Fotokita.net - Pemerintah pusat telah menetapkan label teroris untuk KKB Papua. Pengumuman ini disampaikan langsung oleh Menteri Koordinator Bidang Politik, Hukum, dan Keamanan Mahfud MD.
Menurut Mahfud MD, langkah itu diambil berlandaskan Undang-undang Terorisme. Sebagai konsekuensinya, Mahfud memerintahkan aparat keamanan turun tangan.
Dia menyebut Polri dan TNI jadi pihak yang berwenang menangani KKB usai label teroris.
"Pemerintah sudah meminta kepada Polri, TNI, BIN, dan aparat-aparat terkait itu segera melakukan tindakan secara cepat, tegas, dan terukur," tutur Mahfud pada jumpa pers di Kantor Kemenko Polhukam, Jakarta, Kamis (29/4/2021).
Sontak pengumuman itu mengundang beragam reaksi. Salah satunya datang dari Gubernur Papua Lukas Enembe.
Secara terang-terangan, Lukas Enembe menyampaikan pendapat berbeda dengan pemerintah pusat soal penyematan label teroris kepada Kelompok Kriminal Bersenjata (KKB) di Papua.
Lukas meminta pemerintah pusat mengubah pendekatan dalam menyelesaikan konflik di Papua. Dia berharap pemerintah juga menggunakan cara-cara yang humanis.
"Pemerintah Provinsi Papua menyatakan bahwa rakyat Papua akan tetap dan selalu setia kepada NKRI sehingga kami menginginkan agar pendekatan keamanan (security approach) di Papua dilakukan lebih humanis dan mengedepankan pertukaran kata dan gagasan, bukan pertukaran peluru," kata Lukas lewat keterangan tertulis, Kamis (29/4/2021).

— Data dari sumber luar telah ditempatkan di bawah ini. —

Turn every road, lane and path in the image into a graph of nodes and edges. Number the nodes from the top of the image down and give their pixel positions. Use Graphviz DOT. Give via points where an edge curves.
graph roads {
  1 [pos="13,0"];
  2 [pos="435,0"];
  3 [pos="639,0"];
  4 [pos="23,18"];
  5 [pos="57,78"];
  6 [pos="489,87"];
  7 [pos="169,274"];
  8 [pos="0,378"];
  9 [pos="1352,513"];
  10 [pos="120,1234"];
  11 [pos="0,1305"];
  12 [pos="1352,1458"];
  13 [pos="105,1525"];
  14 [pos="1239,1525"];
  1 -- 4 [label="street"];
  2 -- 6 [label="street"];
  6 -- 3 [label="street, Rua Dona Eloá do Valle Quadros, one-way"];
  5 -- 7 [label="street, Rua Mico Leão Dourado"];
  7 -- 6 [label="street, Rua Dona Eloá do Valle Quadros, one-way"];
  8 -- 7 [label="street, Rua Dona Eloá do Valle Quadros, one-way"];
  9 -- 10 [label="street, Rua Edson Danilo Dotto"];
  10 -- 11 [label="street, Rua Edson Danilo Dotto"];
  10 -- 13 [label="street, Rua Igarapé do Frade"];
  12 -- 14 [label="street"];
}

Pendapat itu berbeda dengan keputusan pemerintah pusat. Pemerintah telah menetapkan KKB di Papua sebagai teroris.
Lukas juga mendorong pemerintah pusat agar mengkaji kembali penyematan label teroris ke KKB Papua. Ia juga mendorong TNI-Polri memetakan secara detail lokasi, jumlah anggota, dan ciri-ciri KKB.
Menurutnya, hal itu perlu dilakukan agar pelabelan teroris kepada KKB tak berdampak buruk pada warga Papua.
Dia juga tak ingin ada salah tembak atau salah tangkap dalam operasi TNI-Polri.
"Pemerintah Provinsi Papua juga berpendapat bahwa pemerintah pusat sebaiknya melakukan komunikasi dan konsultasi dengan Dewan Keamanan PBB terkait pemberian status teroris kepada KKB," ucap Lukas.
Pada momentum peringatan HUT OPM 1 Desember, Ketua United Liberation Movement for West Papua (ULMWP) Benny Wenda mengumumkan, sejak hari ini pihaknya menyatakan pembentukan Pemerintah Sementara West Papua (menyangkut Papua dan Papua Barat).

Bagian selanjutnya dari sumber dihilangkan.